Issues With Sequence Quality

Concerns with mtDNA database sequence quality and the impact that it might have on accurately estimating frequency estimates for random matches have been raised by Peter Forster and Hans Bandelt in several recent publications (Röhl et al. 2001, Bandelt et al. 2001, Bandelt et al. 2002, Forster 2003, Dennis 2003). Using a statistical analysis tool called phylogenetics, the similarities and differences between multiple and closely related DNA sequences (i.e., from the same region) can be compared systematically (see Wilson and Allard 2004). Sequence alignments are created and compared to look for samples that are extremely different. Extreme or unusual differences may be an indication that the sample was contaminated or the sequence data was incorrectly recorded. For example, a laboratory may put HV1 data for a sample with another sample's HV2 sequence and thereby create an artificial recombinant or accidental composite sequence.
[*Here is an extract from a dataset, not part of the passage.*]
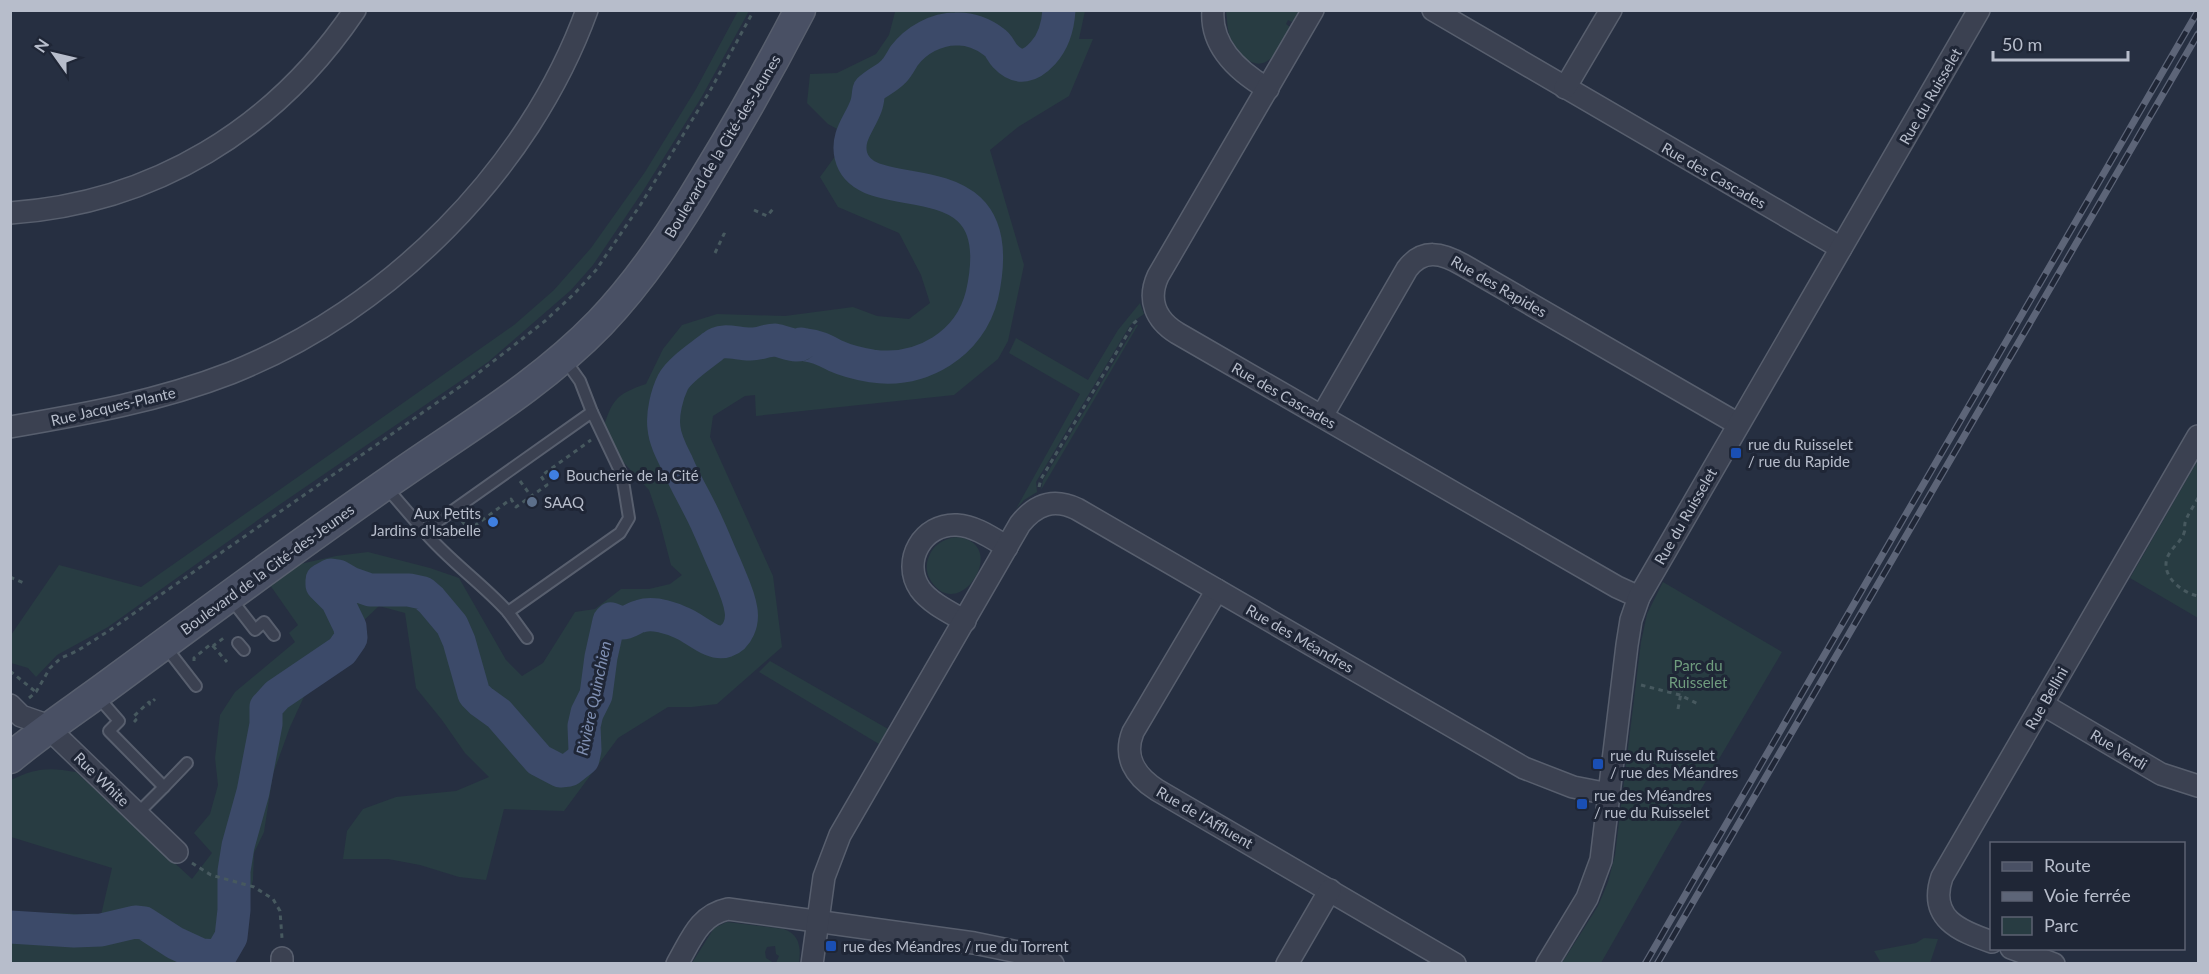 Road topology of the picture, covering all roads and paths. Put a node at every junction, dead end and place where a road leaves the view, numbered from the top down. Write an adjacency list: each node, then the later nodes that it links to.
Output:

Thus phylogenetic analyses can play a role in verifying sequence quality (Bandelt et al. 2001, Wilson and Allard 2004).

Errors that can creep into mitochondrial DNA population databases can be segregated into four different classes (Parson et al. 2004): (1) mistakes in the course of transcription of the results (i.e., clerical errors); (2) sample mix-up

(e.g., putting data from HV1 on one sample together with data from HV2 on another sample); (3) contamination; and (4) use of different nomenclatures.

From a pilot collaborative study of 21 laboratories, 14 non-concordant haplotypes (16 individuals errors) were observed out of a total of 150 submitted samples/haplotypes representing the examination of approximately 150 000 nucleotides (Parson et al. 2004). Measures are being put into place for complete electronic transfer of data and base calling to avoid the primary problem of clerical errors when transferring information from raw sequence data to final report. In the future, mtDNA databases may require retention of raw data for population samples in order to more easily verify authenticity of results should an inquiry into the origin of sequence results be needed at a later date (Parson et al. 2004).